Task details |
Where a line of the material contains the string "than", copy that line.
***
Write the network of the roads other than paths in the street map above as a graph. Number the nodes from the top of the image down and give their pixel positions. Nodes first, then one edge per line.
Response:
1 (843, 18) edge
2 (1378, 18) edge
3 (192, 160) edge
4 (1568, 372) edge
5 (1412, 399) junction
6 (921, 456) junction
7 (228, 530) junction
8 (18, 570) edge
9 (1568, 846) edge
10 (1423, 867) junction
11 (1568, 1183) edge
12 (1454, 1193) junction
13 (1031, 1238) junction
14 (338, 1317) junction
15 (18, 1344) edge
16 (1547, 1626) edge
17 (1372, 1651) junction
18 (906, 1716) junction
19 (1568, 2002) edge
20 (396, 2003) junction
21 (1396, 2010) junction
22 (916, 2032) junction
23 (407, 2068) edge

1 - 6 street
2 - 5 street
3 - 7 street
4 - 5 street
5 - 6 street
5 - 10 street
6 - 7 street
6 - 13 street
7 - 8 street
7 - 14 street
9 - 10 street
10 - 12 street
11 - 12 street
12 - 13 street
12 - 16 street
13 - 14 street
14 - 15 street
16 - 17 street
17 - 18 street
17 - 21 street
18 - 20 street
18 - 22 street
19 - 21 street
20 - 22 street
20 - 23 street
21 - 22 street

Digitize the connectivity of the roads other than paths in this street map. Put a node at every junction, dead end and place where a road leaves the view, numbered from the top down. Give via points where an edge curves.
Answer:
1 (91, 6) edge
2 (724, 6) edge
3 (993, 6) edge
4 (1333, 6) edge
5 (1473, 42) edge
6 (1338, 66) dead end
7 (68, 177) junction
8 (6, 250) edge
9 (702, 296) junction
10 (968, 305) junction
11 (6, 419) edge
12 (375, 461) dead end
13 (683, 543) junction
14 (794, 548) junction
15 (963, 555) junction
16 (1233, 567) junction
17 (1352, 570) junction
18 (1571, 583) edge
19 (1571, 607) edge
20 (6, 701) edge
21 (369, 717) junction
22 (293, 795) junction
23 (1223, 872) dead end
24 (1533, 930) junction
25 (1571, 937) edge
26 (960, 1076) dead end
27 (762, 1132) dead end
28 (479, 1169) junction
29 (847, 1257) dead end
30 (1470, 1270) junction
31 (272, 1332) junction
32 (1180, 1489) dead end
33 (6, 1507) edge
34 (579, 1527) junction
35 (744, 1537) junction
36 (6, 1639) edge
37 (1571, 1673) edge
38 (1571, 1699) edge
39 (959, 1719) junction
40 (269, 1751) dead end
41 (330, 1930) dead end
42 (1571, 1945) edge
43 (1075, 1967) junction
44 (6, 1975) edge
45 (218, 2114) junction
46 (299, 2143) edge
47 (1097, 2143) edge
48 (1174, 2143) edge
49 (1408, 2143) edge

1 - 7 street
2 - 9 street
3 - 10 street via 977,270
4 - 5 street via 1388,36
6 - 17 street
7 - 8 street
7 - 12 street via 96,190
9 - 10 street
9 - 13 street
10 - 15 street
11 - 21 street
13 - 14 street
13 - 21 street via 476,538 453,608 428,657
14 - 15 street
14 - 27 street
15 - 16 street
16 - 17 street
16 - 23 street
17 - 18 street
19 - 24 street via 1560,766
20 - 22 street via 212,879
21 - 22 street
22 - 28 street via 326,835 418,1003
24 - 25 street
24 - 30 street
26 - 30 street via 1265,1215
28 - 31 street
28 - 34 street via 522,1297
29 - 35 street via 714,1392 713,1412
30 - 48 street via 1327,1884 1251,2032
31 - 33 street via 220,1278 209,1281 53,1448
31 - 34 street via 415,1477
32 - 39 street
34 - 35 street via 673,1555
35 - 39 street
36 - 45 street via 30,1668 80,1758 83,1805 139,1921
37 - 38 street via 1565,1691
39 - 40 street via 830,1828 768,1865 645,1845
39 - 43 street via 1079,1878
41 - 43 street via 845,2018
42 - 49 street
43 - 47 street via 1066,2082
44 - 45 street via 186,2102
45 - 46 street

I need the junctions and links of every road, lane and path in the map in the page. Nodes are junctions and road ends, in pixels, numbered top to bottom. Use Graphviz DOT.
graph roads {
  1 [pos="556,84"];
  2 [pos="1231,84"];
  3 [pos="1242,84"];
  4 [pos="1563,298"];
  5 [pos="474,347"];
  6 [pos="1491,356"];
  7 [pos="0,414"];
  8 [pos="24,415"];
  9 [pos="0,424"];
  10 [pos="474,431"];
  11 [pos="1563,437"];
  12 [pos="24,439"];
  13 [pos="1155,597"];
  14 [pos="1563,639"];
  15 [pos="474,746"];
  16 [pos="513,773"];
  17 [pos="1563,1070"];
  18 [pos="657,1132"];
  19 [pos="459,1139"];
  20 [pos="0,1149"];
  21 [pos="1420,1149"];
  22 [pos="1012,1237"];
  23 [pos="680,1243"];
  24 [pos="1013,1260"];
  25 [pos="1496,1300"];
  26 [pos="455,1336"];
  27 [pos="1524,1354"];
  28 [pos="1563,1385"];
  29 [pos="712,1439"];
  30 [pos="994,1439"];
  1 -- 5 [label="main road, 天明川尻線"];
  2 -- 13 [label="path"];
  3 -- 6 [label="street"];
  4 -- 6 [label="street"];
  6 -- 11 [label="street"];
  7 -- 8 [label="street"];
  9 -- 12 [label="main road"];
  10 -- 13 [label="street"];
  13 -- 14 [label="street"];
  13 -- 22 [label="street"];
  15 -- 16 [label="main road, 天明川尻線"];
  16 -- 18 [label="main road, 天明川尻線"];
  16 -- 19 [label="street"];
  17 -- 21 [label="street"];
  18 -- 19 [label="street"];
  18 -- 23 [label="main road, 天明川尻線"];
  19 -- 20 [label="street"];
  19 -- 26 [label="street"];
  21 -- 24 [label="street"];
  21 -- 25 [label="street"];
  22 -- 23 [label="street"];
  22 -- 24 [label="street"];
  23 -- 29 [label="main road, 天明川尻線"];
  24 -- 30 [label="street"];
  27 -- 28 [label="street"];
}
***
Output for this task |
Write the network of the roads other than paths in the street map above as a graph. Number the nodes from the top of the image down and give their pixel positions. Nodes first, then one edge per line.
Digitize the connectivity of the roads other than paths in this street map. Put a node at every junction, dead end and place where a road leaves the view, numbered from the top down. Give via points where an edge curves.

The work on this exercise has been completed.